Computer Pen Input Has Always Been a Novelty to Me
One skill unique to digital artists is the ability to draw on a tablet while looking at a separate screen. I can't think of any other art medium with such a separation between an artists' hands and their workpiece. Towards the end of The Line King: The Al Hirschfeld Story(*) documentary was a clip of Hirschfeld trying a drawing tablet. This lifelong master of pen and paper struggled to make a basic sketch, saying "It's almost impossible to control [...] I supposed it is possible to control it, it'd just require another lifetime to do it, that's all."
The separation of drawing tablet and scree is a curious evolution of computer input devices, because things didn't start out that way. Decades ago, specialized computers had light pen input devices that allowed pointing and drawing directly on screen. It made it all the way down to consumer (or at least business) level hardware with provisions on early IBM PC video cards.

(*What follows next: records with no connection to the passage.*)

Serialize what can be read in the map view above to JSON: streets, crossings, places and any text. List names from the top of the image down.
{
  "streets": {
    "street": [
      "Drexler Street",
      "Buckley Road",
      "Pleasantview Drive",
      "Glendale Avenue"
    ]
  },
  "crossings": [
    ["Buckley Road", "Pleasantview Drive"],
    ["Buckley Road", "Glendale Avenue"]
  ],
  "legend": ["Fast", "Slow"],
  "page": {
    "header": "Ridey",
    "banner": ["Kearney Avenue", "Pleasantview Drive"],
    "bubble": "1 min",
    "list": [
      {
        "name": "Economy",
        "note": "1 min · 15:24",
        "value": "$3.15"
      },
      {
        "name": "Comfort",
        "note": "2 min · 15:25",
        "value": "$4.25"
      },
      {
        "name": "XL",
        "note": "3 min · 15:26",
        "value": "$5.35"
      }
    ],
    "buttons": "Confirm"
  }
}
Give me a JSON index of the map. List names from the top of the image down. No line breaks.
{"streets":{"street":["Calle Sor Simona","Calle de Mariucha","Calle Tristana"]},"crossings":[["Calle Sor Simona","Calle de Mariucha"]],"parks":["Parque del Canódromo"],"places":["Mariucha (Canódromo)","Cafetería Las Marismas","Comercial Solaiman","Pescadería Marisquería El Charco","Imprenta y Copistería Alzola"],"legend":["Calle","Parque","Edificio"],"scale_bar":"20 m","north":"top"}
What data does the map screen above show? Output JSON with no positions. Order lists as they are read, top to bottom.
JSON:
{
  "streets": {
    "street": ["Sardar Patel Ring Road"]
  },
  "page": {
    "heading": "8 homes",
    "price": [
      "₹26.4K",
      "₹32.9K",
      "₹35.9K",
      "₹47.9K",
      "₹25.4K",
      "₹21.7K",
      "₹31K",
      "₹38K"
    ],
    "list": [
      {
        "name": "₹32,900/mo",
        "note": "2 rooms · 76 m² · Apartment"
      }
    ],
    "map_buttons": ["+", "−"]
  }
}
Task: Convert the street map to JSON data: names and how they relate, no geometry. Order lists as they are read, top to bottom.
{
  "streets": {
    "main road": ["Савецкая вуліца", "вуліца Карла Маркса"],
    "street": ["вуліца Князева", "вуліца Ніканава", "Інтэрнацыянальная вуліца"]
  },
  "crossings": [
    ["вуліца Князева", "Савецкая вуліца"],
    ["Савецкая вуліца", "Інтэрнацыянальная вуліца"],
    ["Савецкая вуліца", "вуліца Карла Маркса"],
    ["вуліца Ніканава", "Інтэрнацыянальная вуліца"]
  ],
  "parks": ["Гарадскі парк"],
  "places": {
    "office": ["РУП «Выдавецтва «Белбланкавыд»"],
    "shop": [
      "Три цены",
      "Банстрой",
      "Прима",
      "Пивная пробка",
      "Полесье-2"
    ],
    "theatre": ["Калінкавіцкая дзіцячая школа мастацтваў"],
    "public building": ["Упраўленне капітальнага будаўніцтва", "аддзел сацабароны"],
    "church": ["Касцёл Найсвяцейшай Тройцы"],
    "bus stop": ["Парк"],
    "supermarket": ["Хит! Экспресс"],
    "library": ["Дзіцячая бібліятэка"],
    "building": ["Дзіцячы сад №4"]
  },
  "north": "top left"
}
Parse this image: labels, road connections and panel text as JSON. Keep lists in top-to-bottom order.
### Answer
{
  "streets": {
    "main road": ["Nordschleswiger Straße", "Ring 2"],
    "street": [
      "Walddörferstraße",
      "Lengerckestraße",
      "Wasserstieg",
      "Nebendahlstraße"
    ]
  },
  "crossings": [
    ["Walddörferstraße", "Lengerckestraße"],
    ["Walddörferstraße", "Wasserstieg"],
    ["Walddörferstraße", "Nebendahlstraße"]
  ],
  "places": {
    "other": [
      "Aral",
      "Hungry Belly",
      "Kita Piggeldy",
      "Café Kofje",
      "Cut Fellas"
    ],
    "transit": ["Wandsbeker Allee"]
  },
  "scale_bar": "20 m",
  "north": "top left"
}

I guess early product designers assumed people wouldn't put up with trying to manipulate input that was separate from its screen representation. If so, the computer mouse proved that assumption wrong. People were indeed willing to learn to manipulate with physically separated input devices when there is enough productivity at low enough cost to be worth learning a new skill. The same basic arguments applied to artistic creations. Given the advantages of digital creation over physical media (ease of edit, archive, copy, transmit, etc.) some artists were willing to learn to draw on a desktop tablet while looking at a screen.
But human beings still prefer to have visual feedback physically corresponding to manipulation input. And thankfully technology has advanced enough to give that back to us, at least in some contexts. We interact with modern slab-faced smartphones with its touchscreen instead of a mouse, and artists can get graphical pen displays that integrate drawing tablet capability with a computer screen. I remember when the technology became a practical product and watched an artist demonstrate the first Wacom Cintiq. While being well aware that most of the skill is in the artist, I was nevertheless blown away by how immediate, responsive, and thereby intuitive drawing on a graphical pen display was. And I was not alone, as that first Cintiq was successful enough to launch a full and still evolving product line of graphical displays. It was extremely expensive, but it meant an artist no longer had to draw on one device while looking at another device. A capability well worth the cost for artistic creators.
As a software code jockey with no artistic skill to speak of, I had no justification to spend thousands of dollars on a graphical pen input display. It was just a novelty that I loved to play with whenever I had the chance. I got close with a few Windows and iOS tablets, but it wasn't quite the same.